Data Start Marker

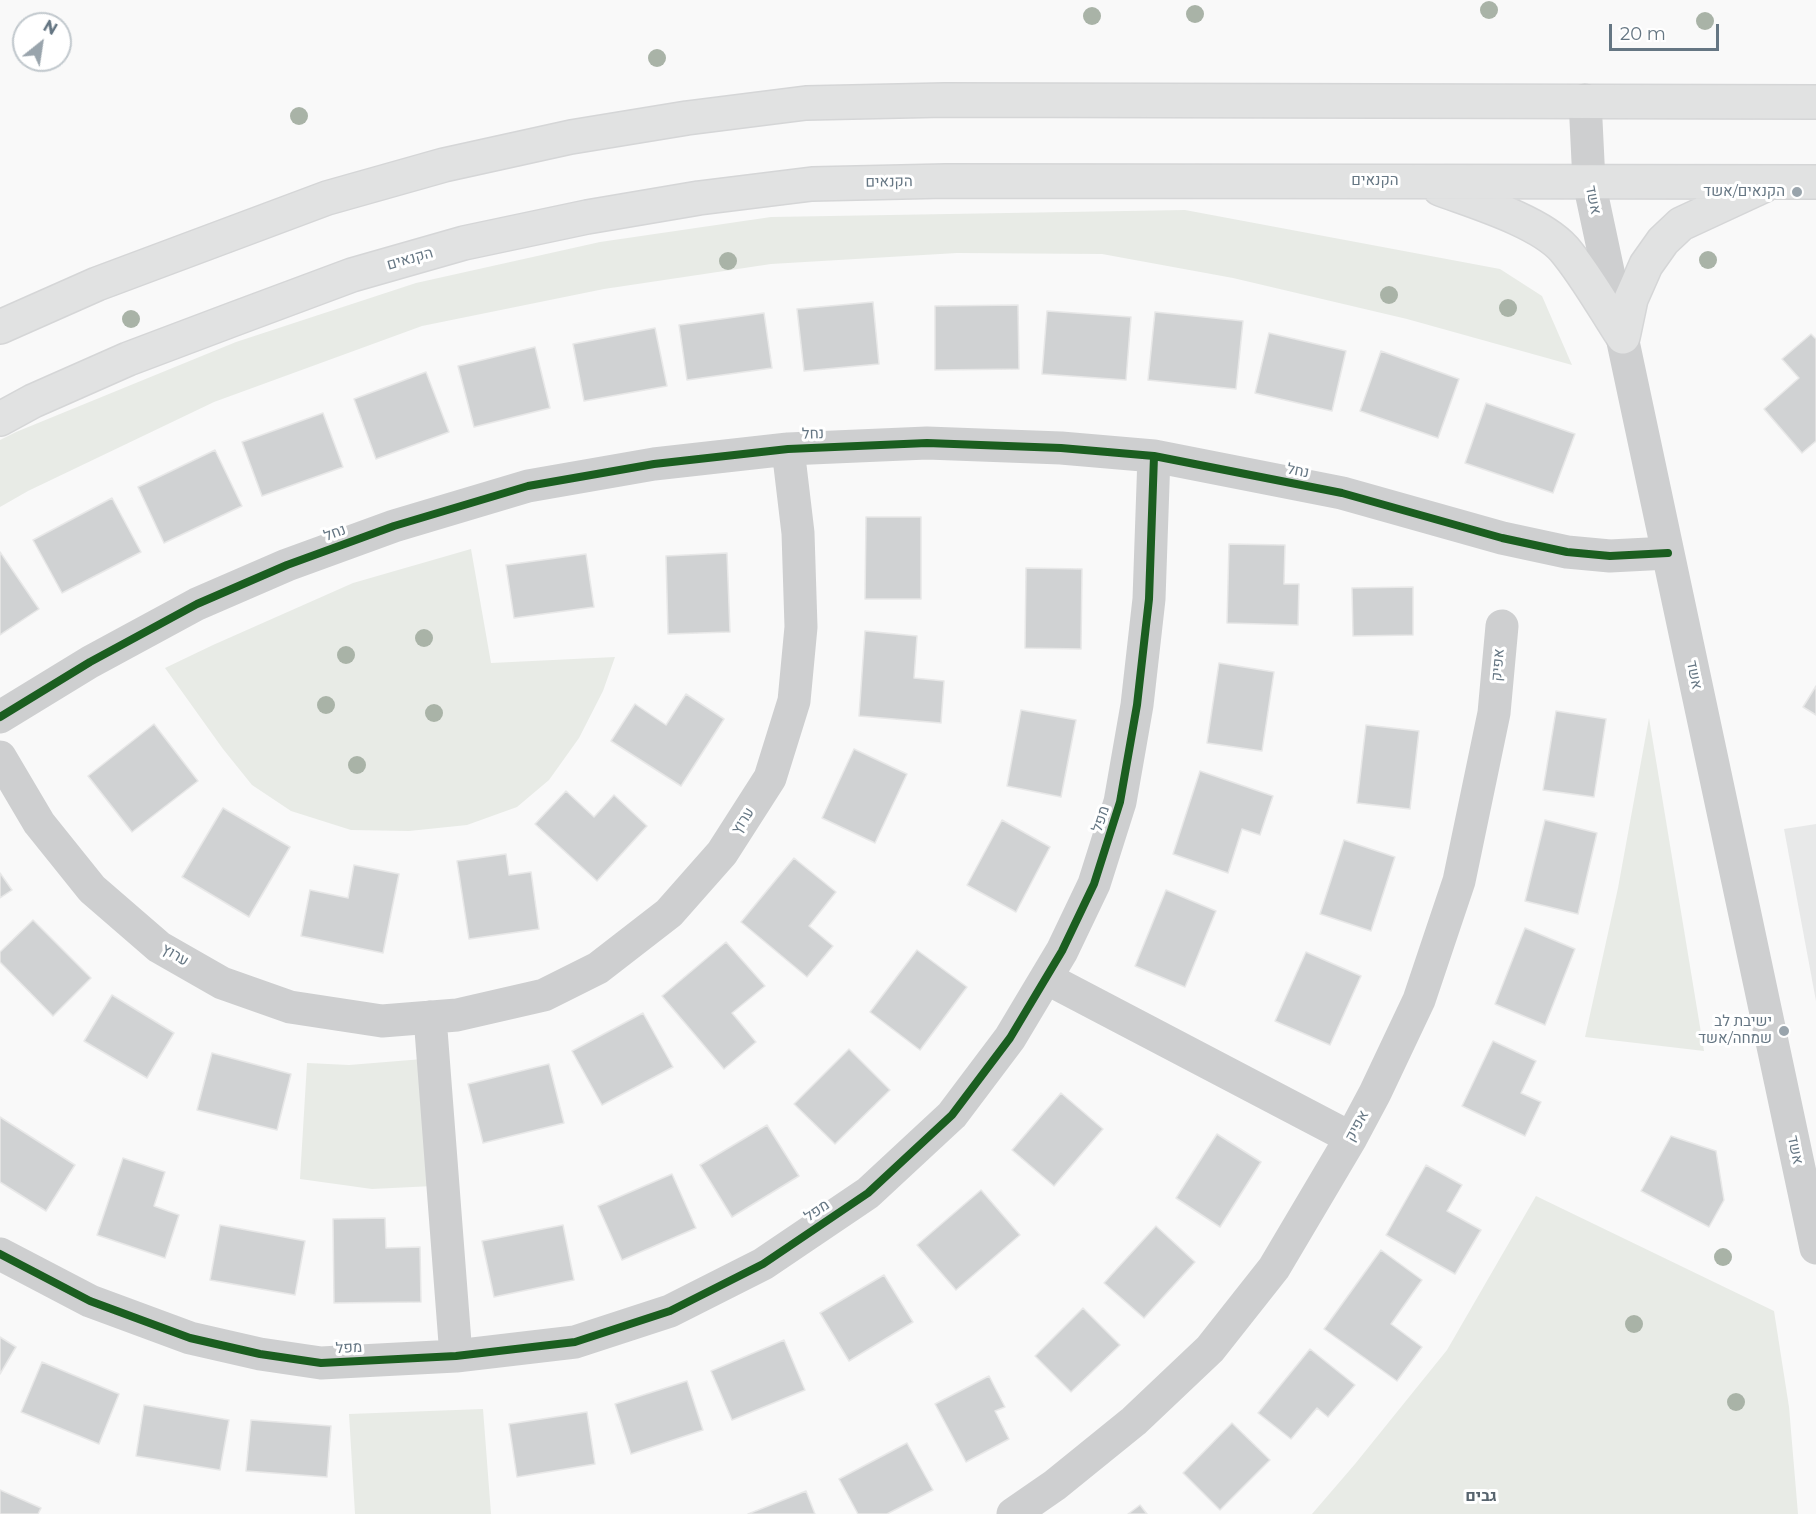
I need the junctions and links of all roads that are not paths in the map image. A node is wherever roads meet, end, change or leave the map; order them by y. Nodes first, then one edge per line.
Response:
1 (1585, 100) junction
2 (1816, 102) edge
3 (1418, 181) junction
4 (1589, 182) junction
5 (1772, 182) junction
6 (1816, 182) edge
7 (0, 327) edge
8 (1623, 337) junction
9 (0, 418) edge
10 (788, 449) junction
11 (1154, 456) junction
12 (1668, 553) junction
13 (1502, 626) dead end
14 (0, 717) edge
15 (0, 757) edge
16 (1046, 978) junction
17 (430, 1017) junction
18 (1351, 1138) junction
19 (1816, 1248) edge
20 (0, 1254) edge
21 (456, 1356) junction
22 (1013, 1514) edge

1 - 2 main road
1 - 4 street, אשד
1 - 7 main road
3 - 4 main road, הקנאים
3 - 8 main road
3 - 9 main road, הקנאים
4 - 5 main road, הקנאים
4 - 8 street, אשד
5 - 6 main road, הקנאים
5 - 8 main road
8 - 12 street, אשד
10 - 11 street, נחל
10 - 14 street, נחל
10 - 17 street, ערוץ
11 - 12 street, נחל
11 - 16 street, מפל
12 - 19 street, אשד
13 - 18 street, אפיק
15 - 17 street, ערוץ
16 - 18 street
16 - 21 street, מפל
17 - 21 street
18 - 22 street, אפיק
20 - 21 street, מפל

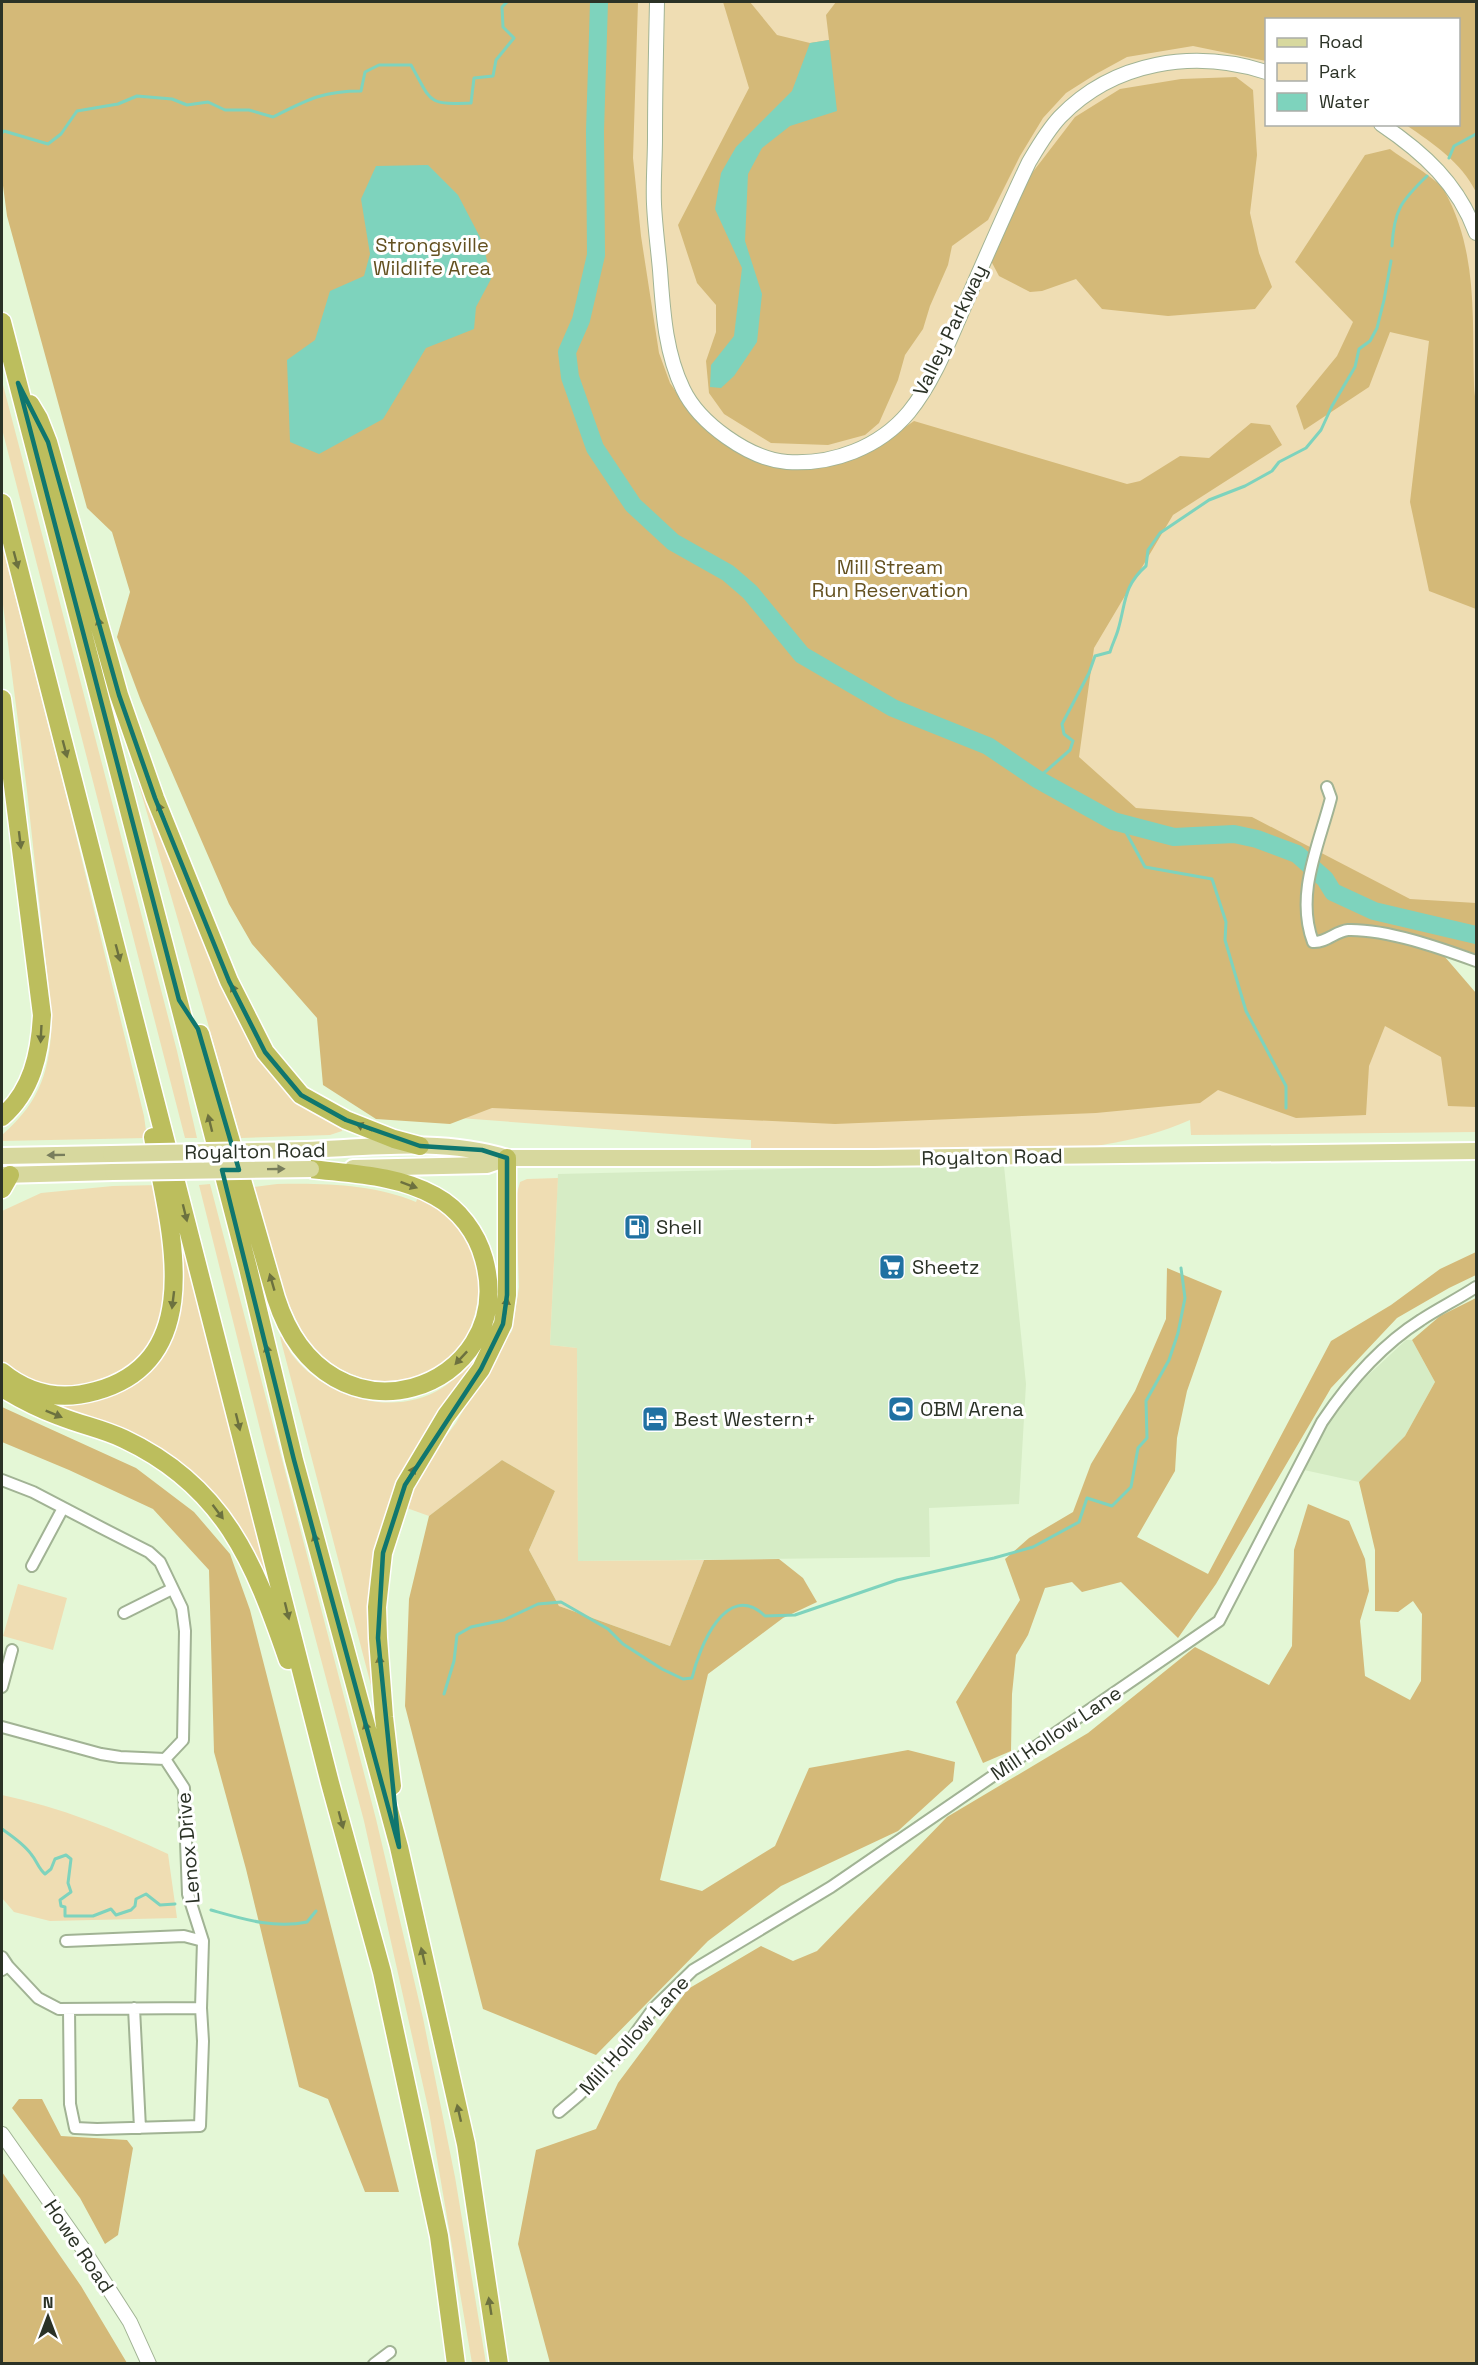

Data End Marker

**What is required:** Each line above has to be returned exactly. Drop the pictures.

**Response to this exercise:**
I need the junctions and links of all roads that are not paths in the map image. A node is wherever roads meet, end, change or leave the map; order them by y. Nodes first, then one edge per line.
Response:
1 (1585, 100) junction
2 (1816, 102) edge
3 (1418, 181) junction
4 (1589, 182) junction
5 (1772, 182) junction
6 (1816, 182) edge
7 (0, 327) edge
8 (1623, 337) junction
9 (0, 418) edge
10 (788, 449) junction
11 (1154, 456) junction
12 (1668, 553) junction
13 (1502, 626) dead end
14 (0, 717) edge
15 (0, 757) edge
16 (1046, 978) junction
17 (430, 1017) junction
18 (1351, 1138) junction
19 (1816, 1248) edge
20 (0, 1254) edge
21 (456, 1356) junction
22 (1013, 1514) edge

1 - 2 main road
1 - 4 street, אשד
1 - 7 main road
3 - 4 main road, הקנאים
3 - 8 main road
3 - 9 main road, הקנאים
4 - 5 main road, הקנאים
4 - 8 street, אשד
5 - 6 main road, הקנאים
5 - 8 main road
8 - 12 street, אשד
10 - 11 street, נחל
10 - 14 street, נחל
10 - 17 street, ערוץ
11 - 12 street, נחל
11 - 16 street, מפל
12 - 19 street, אשד
13 - 18 street, אפיק
15 - 17 street, ערוץ
16 - 18 street
16 - 21 street, מפל
17 - 21 street
18 - 22 street, אפיק
20 - 21 street, מפל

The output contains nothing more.